→ **THE DATA**:
==========
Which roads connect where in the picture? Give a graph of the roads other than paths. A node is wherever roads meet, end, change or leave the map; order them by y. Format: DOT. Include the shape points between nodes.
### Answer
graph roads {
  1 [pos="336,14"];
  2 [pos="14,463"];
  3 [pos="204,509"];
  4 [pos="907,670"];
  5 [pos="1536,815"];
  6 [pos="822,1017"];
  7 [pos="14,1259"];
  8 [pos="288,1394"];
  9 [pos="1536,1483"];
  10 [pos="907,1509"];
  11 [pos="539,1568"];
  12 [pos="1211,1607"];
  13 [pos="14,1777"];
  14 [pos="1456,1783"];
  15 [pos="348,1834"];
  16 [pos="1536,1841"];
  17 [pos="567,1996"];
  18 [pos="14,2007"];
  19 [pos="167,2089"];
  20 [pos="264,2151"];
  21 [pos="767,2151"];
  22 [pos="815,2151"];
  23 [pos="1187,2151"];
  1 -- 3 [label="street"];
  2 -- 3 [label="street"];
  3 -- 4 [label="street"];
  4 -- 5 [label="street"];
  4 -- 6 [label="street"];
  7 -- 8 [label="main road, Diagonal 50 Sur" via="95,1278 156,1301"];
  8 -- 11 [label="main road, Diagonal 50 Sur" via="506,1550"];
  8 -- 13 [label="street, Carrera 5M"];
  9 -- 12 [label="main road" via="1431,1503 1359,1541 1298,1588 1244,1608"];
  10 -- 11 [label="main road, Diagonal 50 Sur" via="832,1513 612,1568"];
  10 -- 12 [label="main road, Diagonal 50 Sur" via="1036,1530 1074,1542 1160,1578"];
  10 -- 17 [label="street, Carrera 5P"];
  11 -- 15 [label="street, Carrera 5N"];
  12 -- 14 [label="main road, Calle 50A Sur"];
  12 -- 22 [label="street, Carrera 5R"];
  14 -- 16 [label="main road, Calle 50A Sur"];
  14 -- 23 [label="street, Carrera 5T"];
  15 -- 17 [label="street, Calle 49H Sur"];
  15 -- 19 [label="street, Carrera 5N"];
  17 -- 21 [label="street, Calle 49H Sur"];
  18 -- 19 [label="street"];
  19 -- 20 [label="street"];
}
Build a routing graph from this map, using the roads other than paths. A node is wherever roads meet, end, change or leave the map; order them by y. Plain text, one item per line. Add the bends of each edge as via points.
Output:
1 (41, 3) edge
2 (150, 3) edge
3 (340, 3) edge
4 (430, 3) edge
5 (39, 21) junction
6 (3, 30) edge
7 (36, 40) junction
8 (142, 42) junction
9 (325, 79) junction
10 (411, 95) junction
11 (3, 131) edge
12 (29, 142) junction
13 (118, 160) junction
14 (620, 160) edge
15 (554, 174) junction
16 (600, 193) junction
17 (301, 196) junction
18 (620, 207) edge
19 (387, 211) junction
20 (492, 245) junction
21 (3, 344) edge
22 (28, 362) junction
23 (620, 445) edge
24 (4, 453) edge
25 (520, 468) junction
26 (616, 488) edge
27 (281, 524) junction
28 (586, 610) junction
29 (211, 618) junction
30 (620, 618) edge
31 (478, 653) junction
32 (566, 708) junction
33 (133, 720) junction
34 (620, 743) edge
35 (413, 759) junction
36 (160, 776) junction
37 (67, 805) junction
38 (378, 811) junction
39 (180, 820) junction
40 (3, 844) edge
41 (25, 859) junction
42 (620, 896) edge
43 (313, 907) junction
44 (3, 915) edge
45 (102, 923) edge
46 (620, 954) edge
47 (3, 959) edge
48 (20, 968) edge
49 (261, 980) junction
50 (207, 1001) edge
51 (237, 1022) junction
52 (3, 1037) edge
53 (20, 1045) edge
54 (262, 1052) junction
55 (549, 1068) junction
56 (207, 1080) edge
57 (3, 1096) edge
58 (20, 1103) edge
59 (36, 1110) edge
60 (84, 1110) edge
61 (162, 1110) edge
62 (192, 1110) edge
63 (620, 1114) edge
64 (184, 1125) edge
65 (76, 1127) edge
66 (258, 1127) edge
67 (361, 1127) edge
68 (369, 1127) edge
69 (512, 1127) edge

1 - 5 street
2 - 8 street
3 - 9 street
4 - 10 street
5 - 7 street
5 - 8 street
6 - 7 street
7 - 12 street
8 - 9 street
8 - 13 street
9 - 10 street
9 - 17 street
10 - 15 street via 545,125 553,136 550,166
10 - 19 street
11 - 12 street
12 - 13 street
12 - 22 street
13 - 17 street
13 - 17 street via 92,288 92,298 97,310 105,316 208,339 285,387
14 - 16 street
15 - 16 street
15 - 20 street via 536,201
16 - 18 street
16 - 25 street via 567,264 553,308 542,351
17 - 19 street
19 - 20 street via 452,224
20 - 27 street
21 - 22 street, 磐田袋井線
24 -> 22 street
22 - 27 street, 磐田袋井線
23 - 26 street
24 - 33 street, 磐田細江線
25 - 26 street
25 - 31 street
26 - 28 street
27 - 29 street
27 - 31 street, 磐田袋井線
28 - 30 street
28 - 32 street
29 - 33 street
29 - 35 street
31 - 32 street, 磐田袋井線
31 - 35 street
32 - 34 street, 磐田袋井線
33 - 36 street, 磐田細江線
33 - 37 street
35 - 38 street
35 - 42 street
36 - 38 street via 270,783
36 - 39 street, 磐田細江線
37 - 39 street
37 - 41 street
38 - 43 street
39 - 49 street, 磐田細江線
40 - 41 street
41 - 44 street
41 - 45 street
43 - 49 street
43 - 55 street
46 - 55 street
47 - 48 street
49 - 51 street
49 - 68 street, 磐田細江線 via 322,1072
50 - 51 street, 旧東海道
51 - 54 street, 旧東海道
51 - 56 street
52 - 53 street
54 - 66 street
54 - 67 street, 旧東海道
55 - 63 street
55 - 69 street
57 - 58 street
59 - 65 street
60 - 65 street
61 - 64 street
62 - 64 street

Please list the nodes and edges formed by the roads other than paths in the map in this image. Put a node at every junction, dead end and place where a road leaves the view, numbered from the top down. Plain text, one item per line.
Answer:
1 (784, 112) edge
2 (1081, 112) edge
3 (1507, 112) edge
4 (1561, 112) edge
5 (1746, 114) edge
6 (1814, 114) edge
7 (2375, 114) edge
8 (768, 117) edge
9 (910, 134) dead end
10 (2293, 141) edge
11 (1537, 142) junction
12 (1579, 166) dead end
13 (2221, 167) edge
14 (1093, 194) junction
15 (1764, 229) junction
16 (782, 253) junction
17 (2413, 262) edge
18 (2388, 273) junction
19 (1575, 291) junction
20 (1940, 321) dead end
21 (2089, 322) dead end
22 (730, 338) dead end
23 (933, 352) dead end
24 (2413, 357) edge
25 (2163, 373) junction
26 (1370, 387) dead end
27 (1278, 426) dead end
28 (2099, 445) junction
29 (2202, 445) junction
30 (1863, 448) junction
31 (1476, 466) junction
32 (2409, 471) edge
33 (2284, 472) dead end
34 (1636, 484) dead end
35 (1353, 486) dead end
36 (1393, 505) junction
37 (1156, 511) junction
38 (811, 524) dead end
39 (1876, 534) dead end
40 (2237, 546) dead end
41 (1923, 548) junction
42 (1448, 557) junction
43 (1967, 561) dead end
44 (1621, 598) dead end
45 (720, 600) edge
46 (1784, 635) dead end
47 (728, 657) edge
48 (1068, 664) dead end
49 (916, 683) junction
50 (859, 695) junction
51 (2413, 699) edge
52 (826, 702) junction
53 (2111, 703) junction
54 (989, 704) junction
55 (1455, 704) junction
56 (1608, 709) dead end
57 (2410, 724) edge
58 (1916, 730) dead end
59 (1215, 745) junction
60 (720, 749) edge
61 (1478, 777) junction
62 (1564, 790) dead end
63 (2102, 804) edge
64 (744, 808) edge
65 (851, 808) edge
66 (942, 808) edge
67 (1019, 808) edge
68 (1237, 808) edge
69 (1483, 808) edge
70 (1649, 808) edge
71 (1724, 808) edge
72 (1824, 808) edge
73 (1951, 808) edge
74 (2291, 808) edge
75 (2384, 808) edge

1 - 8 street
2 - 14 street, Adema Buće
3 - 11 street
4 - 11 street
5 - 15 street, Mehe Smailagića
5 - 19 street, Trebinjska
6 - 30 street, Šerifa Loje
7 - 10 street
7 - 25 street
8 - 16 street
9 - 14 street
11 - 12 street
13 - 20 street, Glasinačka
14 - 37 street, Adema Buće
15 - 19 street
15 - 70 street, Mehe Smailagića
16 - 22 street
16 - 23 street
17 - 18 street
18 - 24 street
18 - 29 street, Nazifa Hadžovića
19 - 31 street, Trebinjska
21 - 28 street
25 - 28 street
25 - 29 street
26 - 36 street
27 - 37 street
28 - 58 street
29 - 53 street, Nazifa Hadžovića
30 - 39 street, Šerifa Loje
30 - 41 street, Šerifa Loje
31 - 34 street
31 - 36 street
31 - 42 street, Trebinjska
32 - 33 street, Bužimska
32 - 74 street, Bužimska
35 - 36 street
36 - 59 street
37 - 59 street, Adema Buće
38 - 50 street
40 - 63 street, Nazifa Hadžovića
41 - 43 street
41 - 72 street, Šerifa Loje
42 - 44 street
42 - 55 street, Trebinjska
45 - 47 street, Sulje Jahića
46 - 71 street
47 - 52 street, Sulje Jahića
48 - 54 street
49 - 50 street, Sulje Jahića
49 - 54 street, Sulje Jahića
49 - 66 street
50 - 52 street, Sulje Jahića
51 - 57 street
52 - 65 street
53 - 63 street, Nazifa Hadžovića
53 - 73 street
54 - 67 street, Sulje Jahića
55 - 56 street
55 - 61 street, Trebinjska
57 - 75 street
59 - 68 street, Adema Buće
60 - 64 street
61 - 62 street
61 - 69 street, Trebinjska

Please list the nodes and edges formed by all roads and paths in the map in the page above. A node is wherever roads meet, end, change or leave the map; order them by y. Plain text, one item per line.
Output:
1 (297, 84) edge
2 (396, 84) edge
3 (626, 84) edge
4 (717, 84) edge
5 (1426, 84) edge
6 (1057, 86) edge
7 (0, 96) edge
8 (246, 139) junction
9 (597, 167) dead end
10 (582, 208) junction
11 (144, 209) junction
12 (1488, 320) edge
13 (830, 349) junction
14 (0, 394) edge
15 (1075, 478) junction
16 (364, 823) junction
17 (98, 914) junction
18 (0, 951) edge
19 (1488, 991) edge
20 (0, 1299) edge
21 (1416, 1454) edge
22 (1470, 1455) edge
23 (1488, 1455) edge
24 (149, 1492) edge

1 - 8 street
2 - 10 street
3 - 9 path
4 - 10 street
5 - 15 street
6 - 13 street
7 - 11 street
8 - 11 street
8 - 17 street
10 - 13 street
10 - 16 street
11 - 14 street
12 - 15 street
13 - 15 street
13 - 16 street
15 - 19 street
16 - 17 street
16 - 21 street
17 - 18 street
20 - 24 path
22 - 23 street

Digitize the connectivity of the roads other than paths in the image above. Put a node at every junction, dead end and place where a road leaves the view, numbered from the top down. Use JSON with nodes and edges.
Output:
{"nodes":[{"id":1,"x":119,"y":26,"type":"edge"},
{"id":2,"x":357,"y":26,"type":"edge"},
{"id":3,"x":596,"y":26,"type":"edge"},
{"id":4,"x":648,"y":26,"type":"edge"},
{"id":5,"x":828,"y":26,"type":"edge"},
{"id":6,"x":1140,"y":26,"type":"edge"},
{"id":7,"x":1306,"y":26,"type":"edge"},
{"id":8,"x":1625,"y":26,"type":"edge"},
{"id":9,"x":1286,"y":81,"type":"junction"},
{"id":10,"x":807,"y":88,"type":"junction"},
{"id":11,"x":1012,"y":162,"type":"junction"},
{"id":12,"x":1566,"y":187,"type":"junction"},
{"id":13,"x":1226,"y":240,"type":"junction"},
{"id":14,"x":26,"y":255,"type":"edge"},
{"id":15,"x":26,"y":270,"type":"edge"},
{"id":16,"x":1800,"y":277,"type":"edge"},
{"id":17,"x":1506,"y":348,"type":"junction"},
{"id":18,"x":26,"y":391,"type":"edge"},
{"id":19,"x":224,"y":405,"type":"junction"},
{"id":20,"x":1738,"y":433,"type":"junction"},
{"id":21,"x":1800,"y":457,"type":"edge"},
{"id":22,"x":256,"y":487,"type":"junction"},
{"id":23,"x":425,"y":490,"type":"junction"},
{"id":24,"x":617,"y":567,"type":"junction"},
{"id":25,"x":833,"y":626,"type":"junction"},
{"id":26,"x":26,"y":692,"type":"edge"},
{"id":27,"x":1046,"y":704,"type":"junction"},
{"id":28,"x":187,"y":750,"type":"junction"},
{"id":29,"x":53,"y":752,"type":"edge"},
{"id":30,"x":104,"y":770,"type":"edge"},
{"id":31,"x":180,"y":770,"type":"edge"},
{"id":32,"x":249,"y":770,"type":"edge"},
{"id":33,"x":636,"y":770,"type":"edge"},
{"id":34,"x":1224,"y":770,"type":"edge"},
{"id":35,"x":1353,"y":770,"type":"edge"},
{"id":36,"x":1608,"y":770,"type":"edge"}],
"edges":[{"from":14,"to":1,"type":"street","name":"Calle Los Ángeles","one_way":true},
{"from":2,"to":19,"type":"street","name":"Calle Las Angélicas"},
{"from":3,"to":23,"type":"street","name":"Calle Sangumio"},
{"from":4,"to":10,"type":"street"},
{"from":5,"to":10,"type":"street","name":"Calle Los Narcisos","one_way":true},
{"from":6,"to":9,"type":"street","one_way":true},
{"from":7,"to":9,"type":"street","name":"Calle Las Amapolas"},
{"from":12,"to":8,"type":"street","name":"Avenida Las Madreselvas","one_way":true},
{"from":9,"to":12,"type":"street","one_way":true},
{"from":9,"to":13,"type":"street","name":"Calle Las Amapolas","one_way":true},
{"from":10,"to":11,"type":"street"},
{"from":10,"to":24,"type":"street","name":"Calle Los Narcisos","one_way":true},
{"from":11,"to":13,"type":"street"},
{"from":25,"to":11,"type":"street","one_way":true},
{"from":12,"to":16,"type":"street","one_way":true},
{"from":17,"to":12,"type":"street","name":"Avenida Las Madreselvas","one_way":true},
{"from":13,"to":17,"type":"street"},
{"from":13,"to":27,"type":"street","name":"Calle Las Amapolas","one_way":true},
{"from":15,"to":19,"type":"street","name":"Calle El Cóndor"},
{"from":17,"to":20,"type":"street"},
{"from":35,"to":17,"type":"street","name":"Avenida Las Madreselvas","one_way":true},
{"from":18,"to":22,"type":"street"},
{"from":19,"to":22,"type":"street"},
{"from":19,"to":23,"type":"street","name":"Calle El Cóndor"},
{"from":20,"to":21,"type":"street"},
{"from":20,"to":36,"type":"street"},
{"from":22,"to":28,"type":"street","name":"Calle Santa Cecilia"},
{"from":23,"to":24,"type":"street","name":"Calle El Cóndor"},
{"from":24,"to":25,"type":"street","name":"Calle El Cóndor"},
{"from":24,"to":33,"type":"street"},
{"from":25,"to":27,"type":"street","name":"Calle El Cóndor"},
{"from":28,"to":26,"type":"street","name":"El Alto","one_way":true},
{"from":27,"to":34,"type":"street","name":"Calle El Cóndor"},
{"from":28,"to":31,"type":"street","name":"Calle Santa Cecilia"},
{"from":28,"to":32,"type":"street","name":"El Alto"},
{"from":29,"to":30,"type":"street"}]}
==========
→ **WHAT IS REQUIRED**:
Across the data, pull every line containing the string "down".

→ **EXERCISE RESPONSE**:
Please list the nodes and edges formed by the roads other than paths in the map in this image. Put a node at every junction, dead end and place where a road leaves the view, numbered from the top down. Plain text, one item per line.
Digitize the connectivity of the roads other than paths in the image above. Put a node at every junction, dead end and place where a road leaves the view, numbered from the top down. Use JSON with nodes and edges.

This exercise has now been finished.